# Homework Help: Calculus Derivative Question

1. Mar 28, 2005

### ms. confused

Hey,

Anyone out there able to help me out? I'm trying to find y'' of the equation y=xtanx. I found y' to equal 1(sec²x) but I don't know what to do after that. I know the final answer should be 2cosx + 2xsinx/ cos³x after being simplified and stuff, but I am clueless as to how to get there. Thanks in advance to anyone who can help me!

2. Mar 28, 2005

### dextercioby

Nope,it can't be.Are u sure u want to compute

$$\frac{d^{2}(x\tan x)}{dx^{2}}$$...?

Then better apply the Leibniz rule with care.

Daniel.

3. Mar 28, 2005

### ms. confused

You mean 2cosx + 2xsinx/ cos³x isn't the right answer or the y' I came up with to help me get the y'' isn't right?

4. Mar 28, 2005

### dextercioby

Do you how to get to this result

$$\frac{d(x\tan x)}{dx}=\tan x +x\sec^{2}x$$...?
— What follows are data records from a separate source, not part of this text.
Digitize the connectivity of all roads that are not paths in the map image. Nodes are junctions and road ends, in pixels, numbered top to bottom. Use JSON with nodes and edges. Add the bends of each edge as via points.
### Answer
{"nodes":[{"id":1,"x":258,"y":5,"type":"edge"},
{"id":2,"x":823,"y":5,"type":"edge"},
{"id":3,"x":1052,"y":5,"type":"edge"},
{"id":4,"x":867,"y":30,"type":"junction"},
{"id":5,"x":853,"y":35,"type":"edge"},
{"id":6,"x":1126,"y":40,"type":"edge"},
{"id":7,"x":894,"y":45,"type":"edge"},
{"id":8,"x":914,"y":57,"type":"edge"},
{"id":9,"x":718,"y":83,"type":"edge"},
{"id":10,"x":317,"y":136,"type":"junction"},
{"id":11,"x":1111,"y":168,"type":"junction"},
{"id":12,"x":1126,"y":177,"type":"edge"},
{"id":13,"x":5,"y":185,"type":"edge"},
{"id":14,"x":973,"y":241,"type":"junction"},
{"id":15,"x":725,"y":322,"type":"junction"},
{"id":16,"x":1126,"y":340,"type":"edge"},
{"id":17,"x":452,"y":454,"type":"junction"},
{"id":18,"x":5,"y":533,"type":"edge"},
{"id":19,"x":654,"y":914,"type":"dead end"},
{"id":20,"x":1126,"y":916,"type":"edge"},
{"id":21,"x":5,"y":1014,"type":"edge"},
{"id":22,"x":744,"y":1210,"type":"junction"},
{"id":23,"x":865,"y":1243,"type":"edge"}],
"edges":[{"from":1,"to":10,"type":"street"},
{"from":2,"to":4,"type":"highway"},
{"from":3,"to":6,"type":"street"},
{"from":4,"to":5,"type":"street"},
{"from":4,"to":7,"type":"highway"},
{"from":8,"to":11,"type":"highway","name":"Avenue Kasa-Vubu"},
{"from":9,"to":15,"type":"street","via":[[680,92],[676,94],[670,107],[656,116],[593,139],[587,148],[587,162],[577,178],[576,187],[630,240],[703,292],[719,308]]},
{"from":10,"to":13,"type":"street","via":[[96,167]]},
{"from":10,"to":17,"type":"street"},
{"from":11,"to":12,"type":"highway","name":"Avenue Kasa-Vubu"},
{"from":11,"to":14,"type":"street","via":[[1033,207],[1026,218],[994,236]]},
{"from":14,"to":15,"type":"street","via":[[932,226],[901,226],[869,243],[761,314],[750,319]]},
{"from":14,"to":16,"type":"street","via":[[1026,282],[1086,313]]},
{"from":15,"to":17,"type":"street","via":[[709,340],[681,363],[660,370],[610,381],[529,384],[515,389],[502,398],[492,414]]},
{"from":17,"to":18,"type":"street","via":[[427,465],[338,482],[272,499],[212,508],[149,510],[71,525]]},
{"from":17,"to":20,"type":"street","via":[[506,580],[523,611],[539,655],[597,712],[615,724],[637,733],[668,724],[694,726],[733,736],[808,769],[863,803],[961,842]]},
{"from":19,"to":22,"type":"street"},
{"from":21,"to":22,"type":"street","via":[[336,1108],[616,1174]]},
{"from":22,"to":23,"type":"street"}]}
If u do,i don't see any reason not to compute the 2-nd derivative correctly.

Daniel.

5. Mar 28, 2005

### dextercioby

Oh,your final aswer for the 2-nd derivative is in terms of "sin" & "cos",u'd better conver the 1-st derivative to a form containing "sin" a "cos" b4 the differentiation.

Daniel.

6. Mar 28, 2005

### Data

Your first derivative is wrong. You need to use the product rule. Do you remember it?

7. Mar 28, 2005

### tutor69

Data is right use the product rule to find first derivative and in finding the second derivative also.

$$\frac{d(x\tan x)}{dx}=\tan x +x\sec^{2}x$$

$$\frac{d^2(x\tan x)}{dx^2}= \frac{(2)(\cos{x} +x\sin{x})}{\cos^3{x}}$$

Last edited: Mar 28, 2005
8. Mar 28, 2005

### Data

indeed. Or for the second derivative you can just take it without converting to sines and cosines and get $2\sec^2{x} + 2x\sec^2{x}\tan{x}$, an equivalent answer.

9. Mar 29, 2005

### ms. confused

Where did you get the 2's from? Why isn't it just $sec^2{x} + sec^2{x}\tan{x}$

10. Mar 29, 2005

### Data

$$\frac{d}{dx} (\tan{x} + x\sec^2{x}) = \sec^2{x} + \frac{d}{dx} x\sec^2{x}$$

$$= \sec^2{x} + \left(\sec^2{x}\frac{d}{dx} x + x \frac{d}{dx}\sec^2{x}\right)$$ <------- Product Rule

$$= \sec^2{x} + \left(\sec^2{x} + x\left(2(\sec{x}\tan{x})\sec{x}\right)\right)$$ <----- Chain Rule

$$= \sec^2{x} + \sec^2{x} + 2x\sec^2{x}\tan{x}$$

$$= 2\sec^2{x} + 2x\sec^2{x}\tan{x}$$

Remember, when you're taking the derivative of a product, you need to use the product rule:

$$\frac{d}{dx} f(x)g(x) = f^\prime(x)g(x) + g^\prime(x)f(x) \neq f^\prime(x)g^\prime(x)$$

Last edited: Mar 29, 2005